Saved entries:
BEGIN

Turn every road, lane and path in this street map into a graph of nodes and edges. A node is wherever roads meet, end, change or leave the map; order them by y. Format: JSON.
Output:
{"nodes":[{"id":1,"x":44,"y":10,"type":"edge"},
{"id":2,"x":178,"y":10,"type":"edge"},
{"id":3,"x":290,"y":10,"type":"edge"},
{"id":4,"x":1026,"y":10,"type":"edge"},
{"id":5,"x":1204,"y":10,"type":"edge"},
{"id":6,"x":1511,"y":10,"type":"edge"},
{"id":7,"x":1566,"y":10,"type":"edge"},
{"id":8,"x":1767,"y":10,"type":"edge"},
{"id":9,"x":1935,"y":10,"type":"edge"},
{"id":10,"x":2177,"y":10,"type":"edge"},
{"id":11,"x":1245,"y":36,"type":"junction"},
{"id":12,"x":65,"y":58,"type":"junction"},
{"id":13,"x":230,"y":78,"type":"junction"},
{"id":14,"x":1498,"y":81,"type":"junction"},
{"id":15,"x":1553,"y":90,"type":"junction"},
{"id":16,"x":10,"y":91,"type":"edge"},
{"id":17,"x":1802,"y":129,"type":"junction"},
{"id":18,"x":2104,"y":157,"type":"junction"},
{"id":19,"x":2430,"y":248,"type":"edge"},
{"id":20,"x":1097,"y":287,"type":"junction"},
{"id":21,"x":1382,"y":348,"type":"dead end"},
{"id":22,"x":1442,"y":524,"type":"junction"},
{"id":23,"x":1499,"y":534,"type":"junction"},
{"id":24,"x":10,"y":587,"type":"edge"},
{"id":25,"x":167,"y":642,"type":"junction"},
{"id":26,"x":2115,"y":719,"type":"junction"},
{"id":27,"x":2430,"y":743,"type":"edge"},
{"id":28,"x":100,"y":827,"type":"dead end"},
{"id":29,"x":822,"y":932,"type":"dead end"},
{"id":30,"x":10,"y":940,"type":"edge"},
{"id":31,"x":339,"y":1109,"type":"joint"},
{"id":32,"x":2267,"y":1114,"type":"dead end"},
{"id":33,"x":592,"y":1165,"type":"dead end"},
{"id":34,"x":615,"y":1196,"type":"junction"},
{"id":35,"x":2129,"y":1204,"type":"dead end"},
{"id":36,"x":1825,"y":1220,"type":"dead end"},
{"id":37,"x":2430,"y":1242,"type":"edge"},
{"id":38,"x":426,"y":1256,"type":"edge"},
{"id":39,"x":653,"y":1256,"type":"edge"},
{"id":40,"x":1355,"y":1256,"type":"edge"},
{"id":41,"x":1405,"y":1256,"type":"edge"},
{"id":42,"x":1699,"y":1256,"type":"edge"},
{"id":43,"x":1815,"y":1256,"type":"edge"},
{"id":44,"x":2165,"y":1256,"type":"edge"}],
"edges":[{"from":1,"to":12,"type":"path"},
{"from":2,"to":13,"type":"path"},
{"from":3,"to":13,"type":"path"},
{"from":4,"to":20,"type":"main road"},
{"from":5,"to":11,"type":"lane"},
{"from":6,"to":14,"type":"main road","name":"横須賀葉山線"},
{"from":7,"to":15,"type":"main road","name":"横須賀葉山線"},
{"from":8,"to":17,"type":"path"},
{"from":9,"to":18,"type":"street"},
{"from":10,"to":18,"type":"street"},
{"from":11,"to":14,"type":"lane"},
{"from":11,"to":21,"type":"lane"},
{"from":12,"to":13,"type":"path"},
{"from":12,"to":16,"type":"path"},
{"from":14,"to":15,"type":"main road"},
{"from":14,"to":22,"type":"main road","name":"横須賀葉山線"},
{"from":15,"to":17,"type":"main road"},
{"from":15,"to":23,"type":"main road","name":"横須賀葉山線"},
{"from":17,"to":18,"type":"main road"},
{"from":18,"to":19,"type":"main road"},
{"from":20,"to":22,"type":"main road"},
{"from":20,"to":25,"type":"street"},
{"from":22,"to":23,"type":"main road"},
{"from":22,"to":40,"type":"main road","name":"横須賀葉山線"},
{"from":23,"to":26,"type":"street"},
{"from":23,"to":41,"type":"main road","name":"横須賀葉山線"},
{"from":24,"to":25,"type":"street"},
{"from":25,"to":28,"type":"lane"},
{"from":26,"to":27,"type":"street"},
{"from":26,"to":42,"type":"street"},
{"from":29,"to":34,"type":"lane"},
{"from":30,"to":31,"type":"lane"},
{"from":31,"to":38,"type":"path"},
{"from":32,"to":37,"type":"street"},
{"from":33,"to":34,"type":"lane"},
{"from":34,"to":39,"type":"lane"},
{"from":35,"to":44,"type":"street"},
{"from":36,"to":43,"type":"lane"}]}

END

● **Activity**:
Tally the lines of the records holding the word "nodes", then state only the tally.

● **Solution**:
2